1.2 Linking Process

When two applications that may contain related resources are integrated together, some process must be run to match resources from both applications and correlate them. This process is called the linking process.

The linking process will use a set of rules to determine matching pairs of resources. When a strong enough match is found (for example a match on emails for contacts), the process may decide to link the records automatically. But when the match is weaker or when it is ambiguous, a user will have to decide how the records should be linked. So, the linking process is usually a mix of automatic and manual operations.

If matching resources get synchronized after the link has been established, the linking process should also reconciliate differences between the data of the two resources so that synchronization starts from a consistent state.

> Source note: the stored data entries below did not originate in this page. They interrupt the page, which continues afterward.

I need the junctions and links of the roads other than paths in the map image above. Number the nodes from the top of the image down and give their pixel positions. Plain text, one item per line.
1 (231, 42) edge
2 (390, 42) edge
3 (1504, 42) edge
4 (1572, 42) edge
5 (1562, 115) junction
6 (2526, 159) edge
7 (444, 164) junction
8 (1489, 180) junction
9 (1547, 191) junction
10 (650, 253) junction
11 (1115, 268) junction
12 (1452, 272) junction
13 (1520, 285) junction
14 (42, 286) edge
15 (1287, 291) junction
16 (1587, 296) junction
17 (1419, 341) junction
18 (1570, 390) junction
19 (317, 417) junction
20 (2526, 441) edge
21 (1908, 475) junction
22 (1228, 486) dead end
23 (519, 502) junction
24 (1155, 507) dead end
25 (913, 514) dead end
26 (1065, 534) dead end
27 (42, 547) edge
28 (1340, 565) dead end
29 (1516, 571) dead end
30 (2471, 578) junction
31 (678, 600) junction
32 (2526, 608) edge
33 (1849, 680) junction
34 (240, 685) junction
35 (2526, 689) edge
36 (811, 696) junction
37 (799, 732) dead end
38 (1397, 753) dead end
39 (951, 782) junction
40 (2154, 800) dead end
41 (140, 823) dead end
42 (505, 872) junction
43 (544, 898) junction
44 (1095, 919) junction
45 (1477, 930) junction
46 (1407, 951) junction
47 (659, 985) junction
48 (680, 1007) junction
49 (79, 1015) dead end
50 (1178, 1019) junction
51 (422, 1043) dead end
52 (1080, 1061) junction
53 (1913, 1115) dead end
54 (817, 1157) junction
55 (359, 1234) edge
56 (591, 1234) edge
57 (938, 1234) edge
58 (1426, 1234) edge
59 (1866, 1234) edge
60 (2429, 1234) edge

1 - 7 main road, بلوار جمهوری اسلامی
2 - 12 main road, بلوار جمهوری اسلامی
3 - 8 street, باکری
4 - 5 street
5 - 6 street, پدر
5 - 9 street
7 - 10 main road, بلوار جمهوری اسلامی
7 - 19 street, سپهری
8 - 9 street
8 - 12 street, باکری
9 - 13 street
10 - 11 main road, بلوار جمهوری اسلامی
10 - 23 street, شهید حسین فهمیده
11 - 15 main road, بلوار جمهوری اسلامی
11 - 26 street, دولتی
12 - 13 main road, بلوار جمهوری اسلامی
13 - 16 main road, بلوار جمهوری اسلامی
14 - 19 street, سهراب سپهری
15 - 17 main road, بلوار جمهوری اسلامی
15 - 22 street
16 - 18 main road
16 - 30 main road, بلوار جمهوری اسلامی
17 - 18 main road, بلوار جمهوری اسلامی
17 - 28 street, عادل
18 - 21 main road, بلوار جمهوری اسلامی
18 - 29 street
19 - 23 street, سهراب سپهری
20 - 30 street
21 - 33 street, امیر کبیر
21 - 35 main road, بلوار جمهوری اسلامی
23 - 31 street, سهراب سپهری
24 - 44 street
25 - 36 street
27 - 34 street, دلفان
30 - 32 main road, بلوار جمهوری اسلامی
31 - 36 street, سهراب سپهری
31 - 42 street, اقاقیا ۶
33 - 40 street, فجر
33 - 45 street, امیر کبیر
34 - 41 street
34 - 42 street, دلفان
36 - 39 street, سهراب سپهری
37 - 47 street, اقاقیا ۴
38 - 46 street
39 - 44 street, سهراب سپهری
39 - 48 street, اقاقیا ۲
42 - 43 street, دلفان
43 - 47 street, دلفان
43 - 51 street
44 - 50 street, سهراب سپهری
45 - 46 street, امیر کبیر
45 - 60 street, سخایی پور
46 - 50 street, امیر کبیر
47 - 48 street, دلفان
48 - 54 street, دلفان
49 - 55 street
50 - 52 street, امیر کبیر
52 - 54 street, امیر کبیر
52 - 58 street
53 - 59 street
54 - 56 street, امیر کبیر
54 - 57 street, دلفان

If only one of the applications has data in its database (the other one is a fresh install), there is no need to run a linking process. In this case, the first synchronization pass will automatically establish the link for all the records that it creates in the freshly installed application. In all cases, the synchronization process should automatically establish links between the new resources that it detects on one side and the resources that it creates on the other side.

SData leaves many of the details of the linking process unspecified. The implementers are free to choose whatever matching algorithm suits them best (see Wikipedia record linkage article for an overview of popular methods). Also, they may choose to package the process as a separate application or embed it into one of the applications. Implementers may use metadata attributes such as sme:isUniqueKey to identify properties that define strong matches. Additional attributes may be introduced later in SData schemas to support matching if there is a consensus around a common matching algorithm.

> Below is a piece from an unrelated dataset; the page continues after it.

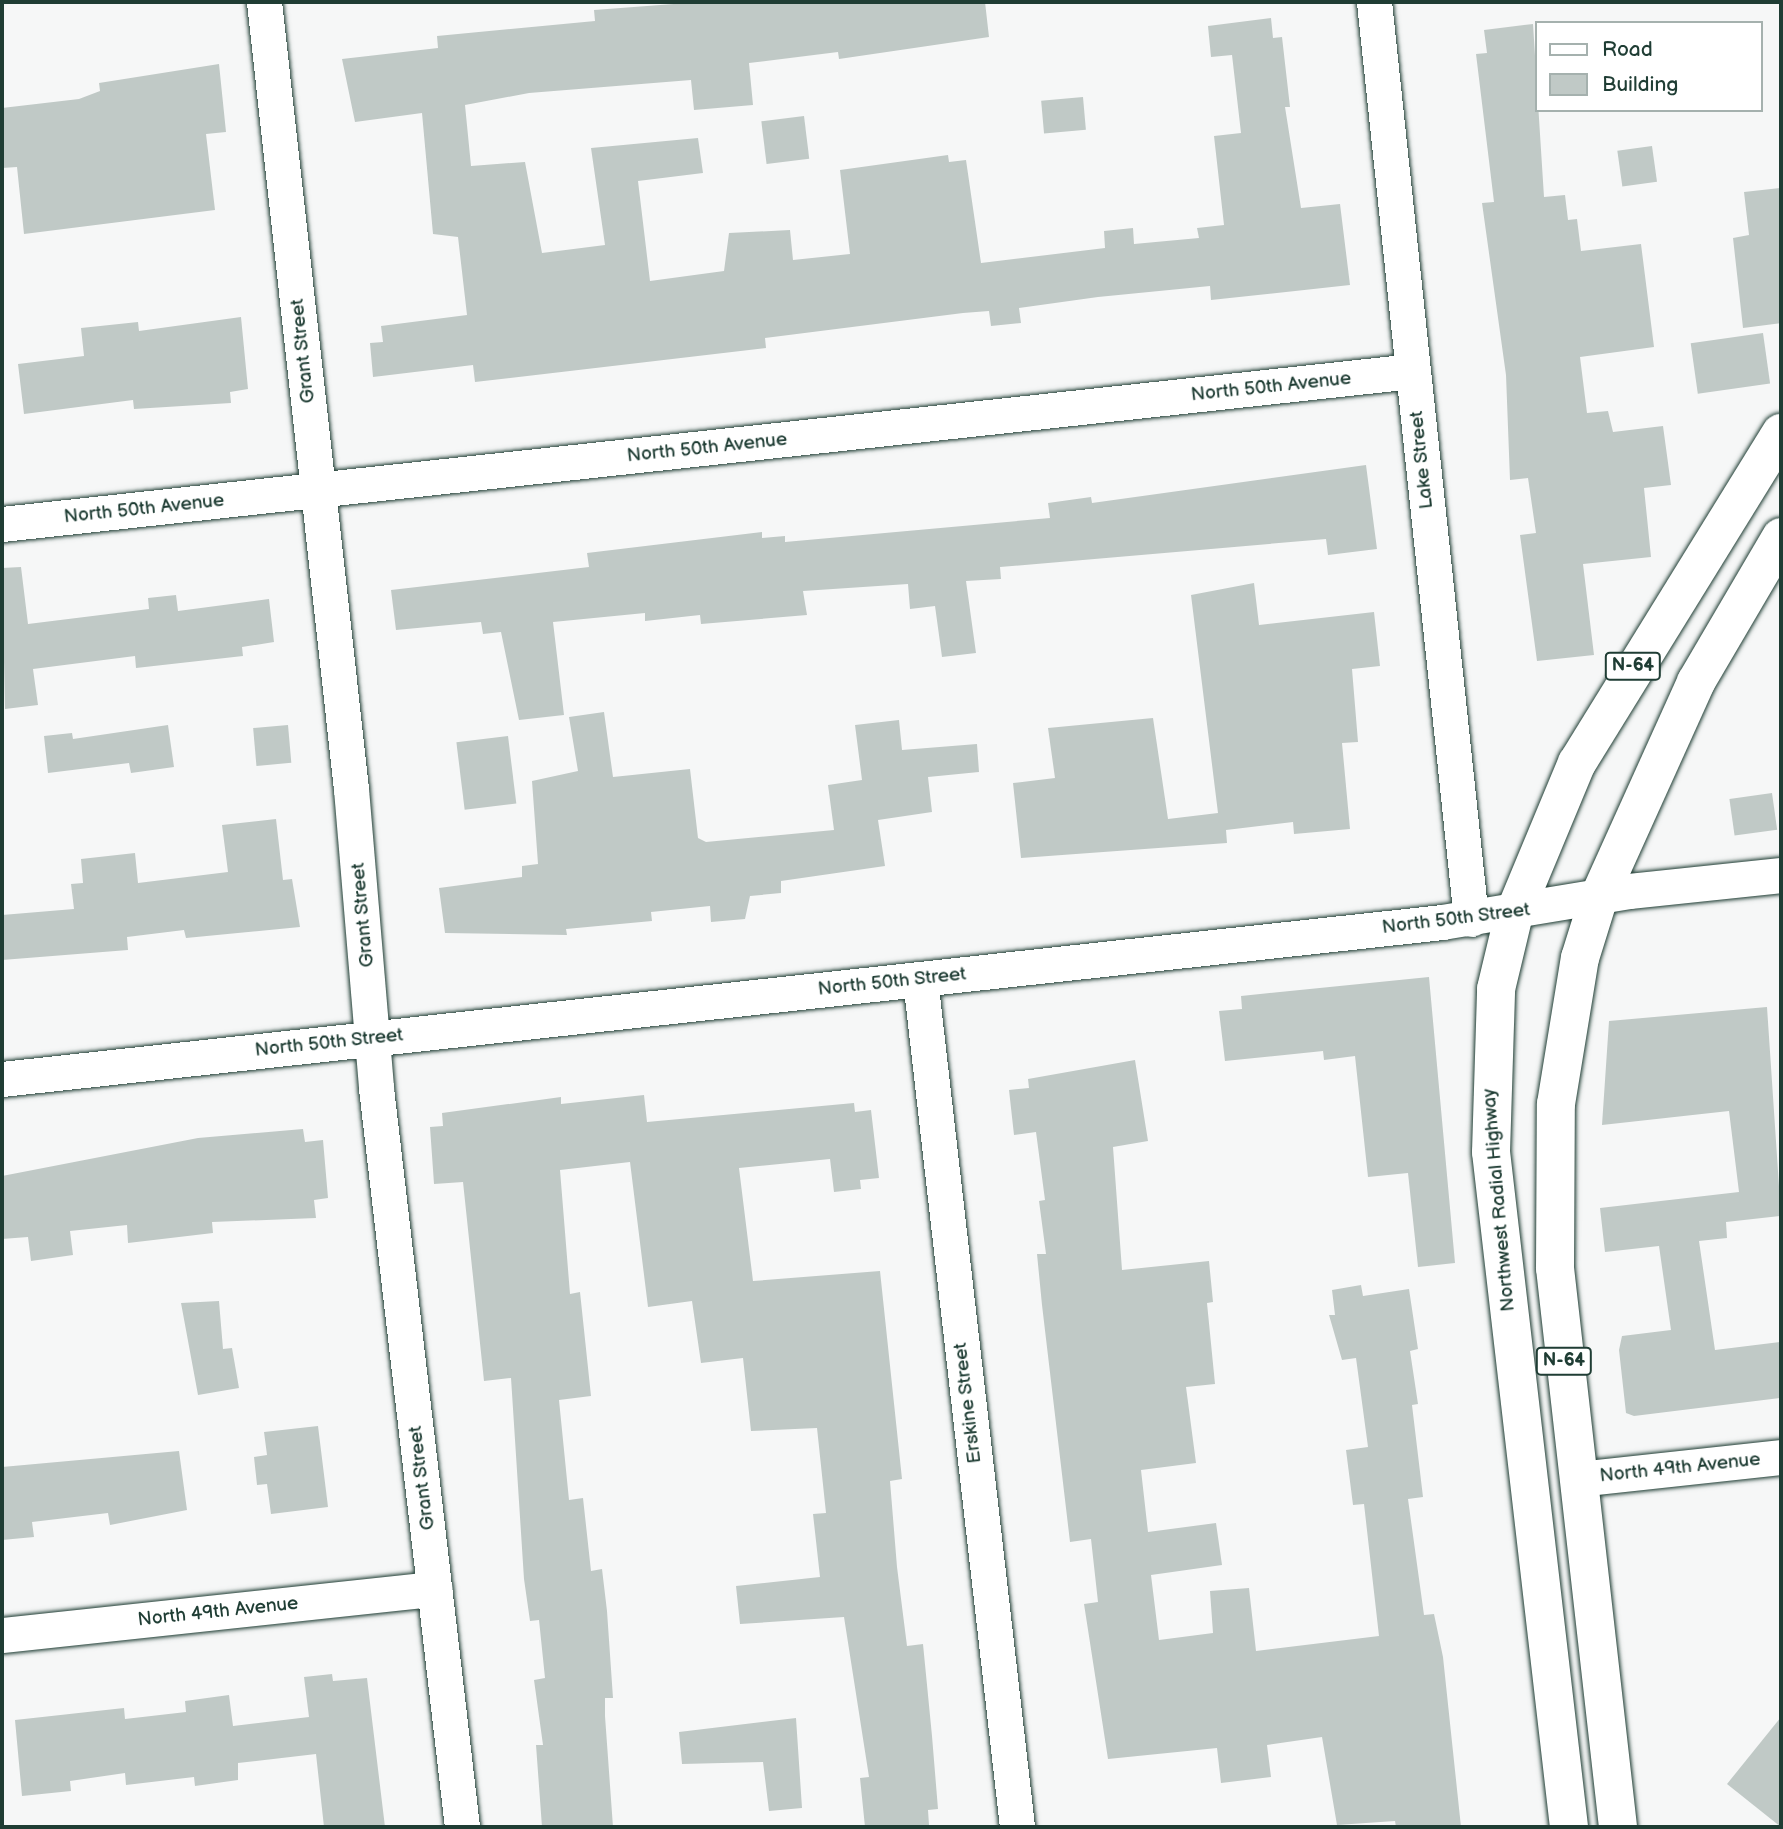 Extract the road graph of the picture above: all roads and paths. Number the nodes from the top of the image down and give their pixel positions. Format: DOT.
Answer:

On the other hand, SData imposes the following policy on the allocation of UUIDs: the UUID of a resource should remain unspecified until the resource is linked to at least one other resource.

When two resources A and B are linked with each other, we have three cases to consider:

If A and B have never been linked before, they do not have a UUID yet. In this case the linking process should allocate a new UUID and set it on both A and B.
If one of them (A for example) has already been linked before but the other one (B) has never been linked, then only the first one (A) has a UUID. In this case, the linking process will simply assign A’s UUID to B.
If both of them have already been linked before (for example A with some other resource X, and B with some other resource Y), then A and B already have UUIDs, and different ones. In this case, the linking process must pick a winner (A for example) and a loser (B) and must request that the loser replace its UUID by the winner’s UUID. This requires that the loser propagate its UUID change to all the resources to which it was linked before and that these resources adopt the new UUID. In the example, B would propagate its UUID change to Y and both B and Y would relinquish their UUID in favor of A’s. The SData synchronization protocol will propagate such UUID changes but to do so, it requires that resources be able to hold more than one UUID, at least on a temporary basis.

A provider participating in cross-application linking MUST adhere to the above linking policy. As such, the provider MUST be capable of re-assigning the UUID for a linked resource without impeding the underlying application’s referential integrity.